Beyond preventing infections and related complications, vaccinations have “profound effects” on the risk of cardiovascular disease and should be considered the fourth pillar of medical prevention in addition to drugs to lower blood pressure, reduce cholesterol, and treat diabetes, the authors assert.

Vaccines against respiratory syncytial virus, or RSV (a potentially serious infection similar to the common cold) and shingles (a reawakening of the chickenpox virus that emerges through the nerves and causes a painful rash) are also advisable for many older adults.
A lingering threat
“Even if you don’t have heart disease, serious infections can be dangerous for your heart,” says Dr. Dara Lee Lewis, a cardiologist at Harvard-affiliated Brigham and Women’s Hospital. The inflammatory response your body mounts against all infections is a double-edged sword, she explains. The outpouring of molecules known as cytokines stimulates your immune system to fight the offending pathogen. But the resulting immune response inadvertently causes inflammation elsewhere in the body, like the arteries of the heart. Illness also activates the body’s stress response, which makes blood clots more likely to form. Together, the surge in inflammation and clots can lead to heart attacks, strokes, irregular heart rhythms, and heart failure.

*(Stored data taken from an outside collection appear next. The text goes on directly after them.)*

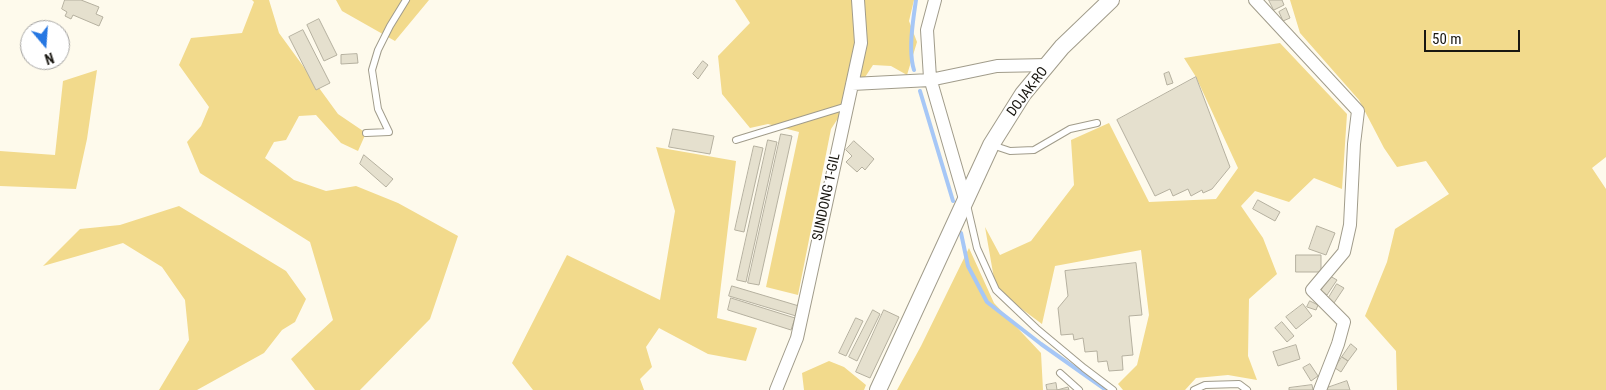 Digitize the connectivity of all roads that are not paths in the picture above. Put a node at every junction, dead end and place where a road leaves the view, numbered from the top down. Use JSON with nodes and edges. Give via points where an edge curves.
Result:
{"nodes":[{"id":1,"x":406,"y":0,"type":"edge"},
{"id":2,"x":935,"y":0,"type":"edge"},
{"id":3,"x":1111,"y":0,"type":"edge"},
{"id":4,"x":1255,"y":0,"type":"edge"},
{"id":5,"x":859,"y":3,"type":"edge"},
{"id":6,"x":1048,"y":65,"type":"junction"},
{"id":7,"x":930,"y":80,"type":"junction"},
{"id":8,"x":852,"y":84,"type":"junction"},
{"id":9,"x":847,"y":106,"type":"junction"},
{"id":10,"x":1097,"y":123,"type":"dead end"},
{"id":11,"x":366,"y":133,"type":"dead end"},
{"id":12,"x":736,"y":140,"type":"dead end"},
{"id":13,"x":990,"y":144,"type":"junction"},
{"id":14,"x":965,"y":199,"type":"junction"},
{"id":15,"x":1060,"y":374,"type":"dead end"},
{"id":16,"x":776,"y":390,"type":"edge"},
{"id":17,"x":878,"y":390,"type":"edge"},
{"id":18,"x":1079,"y":390,"type":"edge"},
{"id":19,"x":1113,"y":390,"type":"edge"},
{"id":20,"x":1194,"y":390,"type":"edge"},
{"id":21,"x":1247,"y":390,"type":"edge"},
{"id":22,"x":1320,"y":390,"type":"edge"}],
"edges":[{"from":1,"to":11,"type":"lane","via":[[378,50],[372,70],[378,109],[389,132]]},
{"from":2,"to":7,"type":"street","via":[[927,30]]},
{"from":3,"to":6,"type":"street","name":"DOJAK-RO"},
{"from":4,"to":22,"type":"street","via":[[1358,112],[1350,225],[1344,252],[1312,290],[1344,322]]},
{"from":5,"to":8,"type":"street","name":"SUNDONG 1-GIL","via":[[861,43]]},
{"from":6,"to":7,"type":"street","via":[[997,66]]},
{"from":6,"to":13,"type":"street","name":"DOJAK-RO"},
{"from":7,"to":8,"type":"street"},
{"from":7,"to":14,"type":"street"},
{"from":8,"to":9,"type":"street","name":"SUNDONG 1-GIL"},
{"from":9,"to":12,"type":"lane"},
{"from":9,"to":16,"type":"street","name":"SUNDONG 1-GIL","via":[[797,338]]},
{"from":10,"to":13,"type":"lane","via":[[1070,129],[1034,150],[1010,151]]},
{"from":13,"to":14,"type":"street","name":"DOJAK-RO"},
{"from":14,"to":17,"type":"street","name":"DOJAK-RO"},
{"from":14,"to":19,"type":"lane","via":[[977,248],[996,290],[1036,328]]},
{"from":15,"to":18,"type":"lane"},
{"from":20,"to":21,"type":"lane","via":[[1205,385],[1239,384]]}]} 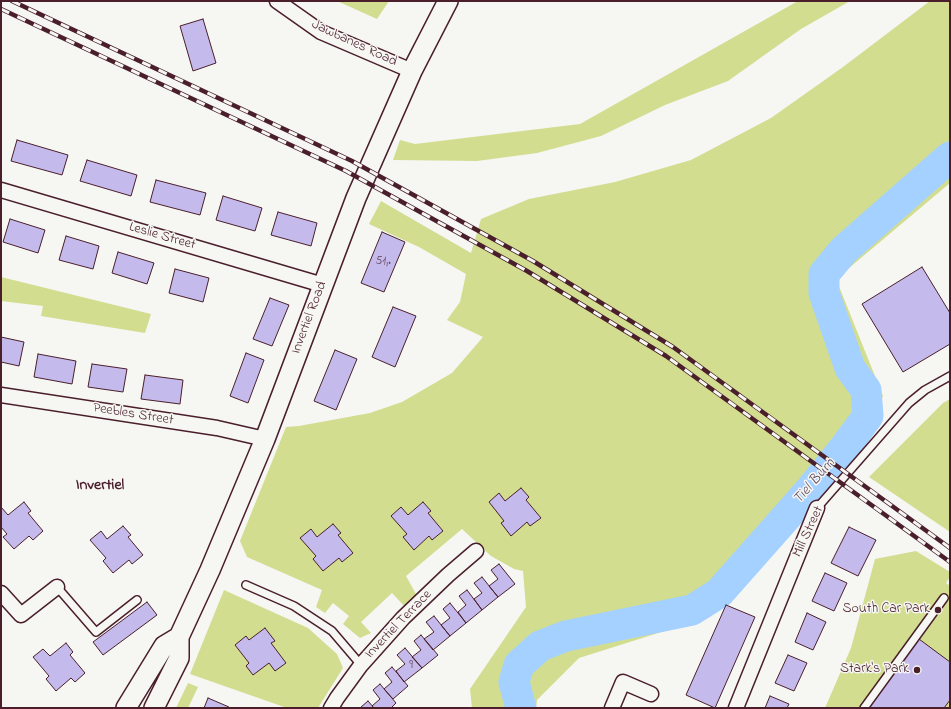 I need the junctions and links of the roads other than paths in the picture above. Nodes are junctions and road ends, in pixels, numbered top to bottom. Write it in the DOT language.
graph roads {
  1 [pos="277,1"];
  2 [pos="448,1"];
  3 [pos="412,71"];
  4 [pos="1,190"];
  5 [pos="323,285"];
  6 [pos="950,376"];
  7 [pos="1,395"];
  8 [pos="265,439"];
  9 [pos="817,508"];
  10 [pos="476,551"];
  11 [pos="246,585"];
  12 [pos="57,587"];
  13 [pos="1,593"];
  14 [pos="944,598"];
  15 [pos="136,600"];
  16 [pos="179,637"];
  17 [pos="361,665"];
  18 [pos="651,694"];
  19 [pos="126,708"];
  20 [pos="154,708"];
  21 [pos="331,708"];
  22 [pos="612,708"];
  23 [pos="736,708"];
  24 [pos="864,708"];
  1 -- 3 [label="street, Jawbanes Road"];
  2 -- 3 [label="main road, Invertiel Road"];
  3 -- 5 [label="main road, Invertiel Road"];
  4 -- 5 [label="street, Leslie Street"];
  5 -- 8 [label="main road, Invertiel Road"];
  6 -- 9 [label="lane, Mill Street"];
  7 -- 8 [label="street, Peebles Street"];
  8 -- 16 [label="main road, Invertiel Road"];
  9 -- 23 [label="street, Mill Street"];
  10 -- 17 [label="street, Invertiel Terrace"];
  11 -- 17 [label="lane"];
  12 -- 13 [label="street"];
  12 -- 15 [label="lane"];
  14 -- 24 [label="lane"];
  16 -- 19 [label="main road"];
  16 -- 20 [label="main road, Invertiel Road"];
  17 -- 21 [label="street, Invertiel Terrace"];
  18 -- 22 [label="street"];
}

Heightened risks for heart patients
People who already have a heart condition are especially vulnerable to complications, says Dr. Lee Lewis. The coughing and congestion that commonly occur with respiratory infections can make breathing more difficult, and the potential drop in oxygen puts added stress on the heart. Serious infections sometimes trigger sepsis, which happens when the immune system is overwhelmed or goes into overdrive, causing symptoms such as a rapid heart rate, very fast breathing, and low blood pressure. These complications can lead to what’s known as a type 2 heart attack. “Unlike the classic heart attacks, which stem from plaque buildup or blockages in the arteries, a type 2 heart attack occurs when there’s a mismatch between blood supply and demand,” Dr. Lee Lewis explains.
Vaccine advice
Here’s what Dr. Lee Lewis recommends:
Influenza
Schedule your annual shot for September or October. Immune response wanes with age, so if you’re 65 or older, request a high-dose vaccine, which contains three to four times as much flu virus antigen as the standard flu shot.
COVID-19
Get the current COVID vaccine in the fall. If you’re planning to travel by airplane over the next few months, consider timing your vaccine about two weeks before you leave, since the strongest protection against the virus seems to be from two to eight weeks after vaccination, Dr. Lee Lewis notes.
Pneumonia
A single dose of this vaccine at age 50 or older provides lifelong protection for many people. However, those with heart disease or other conditions may need boosters or additional shots. Ask your doctor for advice.
RSV
This one-time vaccine is recommended for people 75 and older as well as people ages 60 to 74 who are at high risk because of underlying medical conditions.
Shingles
People ages 50 and older should get a shingles vaccine, which is given in two doses, typically two to six months apart. A recent study found that the shingles vaccine is linked to a lower risk of dementia. Although not proven, the link makes sense given that shingles can raise the risk of stroke, which can predispose people to dementia, says Dr.Lee Lewis.